When you arrive at the Annual Meeting site, please fill in your complete name in the space provided below and submit this card to one of the attendants at the registration desk.
If you do not bring this Admission Card and your shares are registered in your own name, you will need to present a photo I.D. at the registration desk. If your shares are registered in the name of your bank or broker, you will be required to submit other satisfactory evidence of ownership (such as a recent account statement or a confirmation of beneficial ownership from your broker) and a photo I.D. before being admitted to the meeting.
         
Shareholder Name:
       
 
 
   
      
      
      
          n
      
      
PROXY
PEABODY ENERGY CORPORATION
Proxy/Voting Instruction Card for Annual Meeting of Shareholders to be held on May 8, 2008
This proxy is solicited on behalf of the Board of Directors
     The undersigned hereby constitutes and appoints Blanche M. Touhill, Alexander C. Schoch and Jeffery L. Klinger, or any of them, with power of substitution to each, proxies to represent the undersigned and to vote, as designated on the reverse side of this form, all shares of Common Stock which the undersigned would be entitled to vote at the Annual Meeting of Shareholders of Peabody Energy Corporation (Peabody) to be held on May 8, 2008 at the Ritz-Carlton Hotel, 100 Carondelet Plaza, Clayton, Missouri 63105 at 10:00 A.M., and at any adjournments or postponements thereof.

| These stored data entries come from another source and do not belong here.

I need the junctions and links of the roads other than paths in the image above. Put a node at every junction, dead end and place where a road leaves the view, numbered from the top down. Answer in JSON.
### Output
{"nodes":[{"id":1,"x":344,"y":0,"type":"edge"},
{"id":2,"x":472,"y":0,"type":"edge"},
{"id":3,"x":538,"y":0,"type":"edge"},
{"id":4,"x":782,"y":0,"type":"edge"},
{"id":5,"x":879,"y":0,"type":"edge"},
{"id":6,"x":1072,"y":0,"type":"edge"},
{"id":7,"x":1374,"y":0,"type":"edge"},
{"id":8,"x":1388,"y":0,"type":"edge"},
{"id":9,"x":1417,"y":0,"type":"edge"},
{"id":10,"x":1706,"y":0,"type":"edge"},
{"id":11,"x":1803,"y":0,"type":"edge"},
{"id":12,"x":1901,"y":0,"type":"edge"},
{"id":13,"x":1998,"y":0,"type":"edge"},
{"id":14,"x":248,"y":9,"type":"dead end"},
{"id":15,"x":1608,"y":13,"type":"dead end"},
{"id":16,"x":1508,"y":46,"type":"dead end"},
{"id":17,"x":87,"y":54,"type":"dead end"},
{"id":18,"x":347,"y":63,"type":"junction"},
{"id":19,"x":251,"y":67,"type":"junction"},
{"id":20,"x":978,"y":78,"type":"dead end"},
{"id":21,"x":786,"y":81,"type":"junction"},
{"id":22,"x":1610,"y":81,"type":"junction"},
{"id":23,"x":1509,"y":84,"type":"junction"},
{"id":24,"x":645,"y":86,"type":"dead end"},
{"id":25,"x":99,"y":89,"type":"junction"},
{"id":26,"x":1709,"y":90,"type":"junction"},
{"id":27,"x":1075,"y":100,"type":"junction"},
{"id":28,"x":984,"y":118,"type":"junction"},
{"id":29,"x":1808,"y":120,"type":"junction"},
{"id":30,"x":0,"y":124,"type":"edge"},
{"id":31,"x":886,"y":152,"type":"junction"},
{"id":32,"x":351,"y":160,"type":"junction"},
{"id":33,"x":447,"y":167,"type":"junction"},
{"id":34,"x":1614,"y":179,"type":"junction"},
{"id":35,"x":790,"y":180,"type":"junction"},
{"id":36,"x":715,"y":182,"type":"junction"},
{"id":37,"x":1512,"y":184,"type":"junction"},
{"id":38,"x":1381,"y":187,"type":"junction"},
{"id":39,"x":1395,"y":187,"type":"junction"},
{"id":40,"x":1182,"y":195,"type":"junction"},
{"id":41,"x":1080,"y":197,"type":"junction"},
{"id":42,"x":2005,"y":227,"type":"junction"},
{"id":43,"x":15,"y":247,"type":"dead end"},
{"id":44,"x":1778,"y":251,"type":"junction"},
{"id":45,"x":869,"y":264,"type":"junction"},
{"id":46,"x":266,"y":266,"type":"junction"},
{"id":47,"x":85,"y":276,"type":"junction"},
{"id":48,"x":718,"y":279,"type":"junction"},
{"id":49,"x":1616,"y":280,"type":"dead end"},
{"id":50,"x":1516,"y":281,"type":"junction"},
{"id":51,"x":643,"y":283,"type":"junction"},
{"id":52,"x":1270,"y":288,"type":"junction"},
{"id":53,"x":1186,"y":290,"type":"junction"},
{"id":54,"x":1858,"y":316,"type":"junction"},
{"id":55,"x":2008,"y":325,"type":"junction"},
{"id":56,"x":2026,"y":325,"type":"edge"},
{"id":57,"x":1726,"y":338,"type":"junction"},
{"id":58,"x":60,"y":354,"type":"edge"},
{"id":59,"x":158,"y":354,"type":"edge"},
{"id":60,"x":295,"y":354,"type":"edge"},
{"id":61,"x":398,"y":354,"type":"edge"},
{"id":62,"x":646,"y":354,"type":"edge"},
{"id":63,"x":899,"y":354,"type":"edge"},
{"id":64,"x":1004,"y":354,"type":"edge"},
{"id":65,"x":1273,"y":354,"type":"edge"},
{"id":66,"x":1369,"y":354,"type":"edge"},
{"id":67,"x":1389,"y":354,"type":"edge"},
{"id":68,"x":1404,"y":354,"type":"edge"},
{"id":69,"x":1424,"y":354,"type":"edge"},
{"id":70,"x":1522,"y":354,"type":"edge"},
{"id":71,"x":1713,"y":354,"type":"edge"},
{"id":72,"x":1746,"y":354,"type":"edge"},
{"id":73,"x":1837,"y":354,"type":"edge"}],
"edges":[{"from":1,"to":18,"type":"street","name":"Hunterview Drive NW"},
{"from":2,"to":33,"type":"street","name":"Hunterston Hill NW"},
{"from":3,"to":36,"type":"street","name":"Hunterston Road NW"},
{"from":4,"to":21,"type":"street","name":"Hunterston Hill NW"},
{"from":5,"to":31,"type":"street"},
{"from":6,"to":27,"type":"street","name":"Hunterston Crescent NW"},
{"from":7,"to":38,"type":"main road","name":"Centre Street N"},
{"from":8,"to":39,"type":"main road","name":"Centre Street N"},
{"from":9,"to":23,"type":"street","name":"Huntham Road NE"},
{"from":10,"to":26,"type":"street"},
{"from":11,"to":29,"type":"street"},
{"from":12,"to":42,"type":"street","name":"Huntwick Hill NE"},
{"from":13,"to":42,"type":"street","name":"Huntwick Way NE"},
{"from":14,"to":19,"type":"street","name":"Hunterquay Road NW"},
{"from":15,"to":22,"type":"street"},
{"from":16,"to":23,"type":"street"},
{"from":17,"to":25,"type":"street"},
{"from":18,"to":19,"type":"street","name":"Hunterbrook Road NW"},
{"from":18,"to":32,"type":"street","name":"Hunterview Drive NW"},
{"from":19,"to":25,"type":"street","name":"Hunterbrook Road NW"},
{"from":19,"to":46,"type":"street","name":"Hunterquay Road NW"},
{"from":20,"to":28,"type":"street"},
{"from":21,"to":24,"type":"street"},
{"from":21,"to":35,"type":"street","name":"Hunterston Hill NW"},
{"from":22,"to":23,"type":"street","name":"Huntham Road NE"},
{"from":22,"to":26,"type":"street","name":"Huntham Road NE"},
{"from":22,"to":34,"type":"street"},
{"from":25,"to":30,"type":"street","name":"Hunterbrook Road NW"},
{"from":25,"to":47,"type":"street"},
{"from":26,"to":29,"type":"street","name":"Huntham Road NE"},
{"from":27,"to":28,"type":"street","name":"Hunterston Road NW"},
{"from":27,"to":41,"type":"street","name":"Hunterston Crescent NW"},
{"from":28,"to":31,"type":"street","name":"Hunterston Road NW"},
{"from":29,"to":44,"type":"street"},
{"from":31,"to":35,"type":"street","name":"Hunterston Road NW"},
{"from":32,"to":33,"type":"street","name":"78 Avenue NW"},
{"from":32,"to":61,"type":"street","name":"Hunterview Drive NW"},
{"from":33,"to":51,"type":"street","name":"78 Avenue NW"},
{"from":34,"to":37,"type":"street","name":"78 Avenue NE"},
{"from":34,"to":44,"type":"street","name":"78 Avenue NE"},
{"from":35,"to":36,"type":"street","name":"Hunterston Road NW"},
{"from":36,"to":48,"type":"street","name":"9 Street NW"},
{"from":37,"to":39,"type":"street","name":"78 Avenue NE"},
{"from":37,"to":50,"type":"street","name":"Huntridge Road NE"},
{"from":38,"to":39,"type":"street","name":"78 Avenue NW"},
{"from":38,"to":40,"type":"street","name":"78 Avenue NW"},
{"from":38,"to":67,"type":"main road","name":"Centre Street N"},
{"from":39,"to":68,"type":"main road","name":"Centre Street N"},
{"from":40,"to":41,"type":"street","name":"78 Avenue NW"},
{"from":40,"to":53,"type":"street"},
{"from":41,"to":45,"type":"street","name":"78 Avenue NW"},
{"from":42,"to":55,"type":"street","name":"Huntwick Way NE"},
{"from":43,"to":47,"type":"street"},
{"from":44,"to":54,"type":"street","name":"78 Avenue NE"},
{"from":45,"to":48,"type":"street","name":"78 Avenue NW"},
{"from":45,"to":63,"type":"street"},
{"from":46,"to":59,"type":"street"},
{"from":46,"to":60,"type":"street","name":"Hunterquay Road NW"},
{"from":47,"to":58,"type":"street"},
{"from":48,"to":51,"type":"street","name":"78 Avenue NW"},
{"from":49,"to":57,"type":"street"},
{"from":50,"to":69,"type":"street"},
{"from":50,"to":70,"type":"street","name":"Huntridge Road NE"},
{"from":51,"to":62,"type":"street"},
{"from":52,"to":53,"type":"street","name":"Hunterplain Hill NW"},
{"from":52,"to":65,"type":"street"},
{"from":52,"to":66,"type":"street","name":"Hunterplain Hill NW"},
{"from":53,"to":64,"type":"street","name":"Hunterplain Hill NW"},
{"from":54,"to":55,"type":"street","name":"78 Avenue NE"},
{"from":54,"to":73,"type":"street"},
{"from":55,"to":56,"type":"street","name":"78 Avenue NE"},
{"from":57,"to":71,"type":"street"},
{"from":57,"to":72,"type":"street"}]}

     If the undersigned is a participant in the Peabody Investments Corp. Employee Retirement Account or other 401(k) plans sponsored by Peabody or its subsidiaries, this proxy/voting instruction card also provides voting instructions to the trustee of such plans to vote at the Annual Meeting, and any adjournments thereof, as specified on the reverse side hereof. If the undersigned is a participant in one of these plans and fails to provide voting instructions, the trustee will vote the undersigned’s plan account shares (and any shares not allocated to individual participant accounts) in proportion to the votes cast by other participants in that plan.
     The shares represented by this proxy/voting instruction card will be voted in the manner indicated by the shareholder. In the absence of such indication, such shares will be voted FOR the election of the director nominee listed in Item 1, or any other person selected by the Board if such nominee is unable to serve, FOR ratification of Ernst & Young LLP as Peabody’s independent registered public accounting firm for 2008 (Item 2), FOR the proposal to declassify the Company’s Board of Directors (Item 3) and FOR the proposal to approve the Company’s 2008 Management Annual Incentive Compensation Plan (Item 4). The shares represented by this proxy will be voted in the discretion of said proxies with respect to such other business as may properly come before the meeting and any adjournments or postponements thereof.
IMPORTANT – This proxy/voting instruction card must be signed and dated on the reverse side.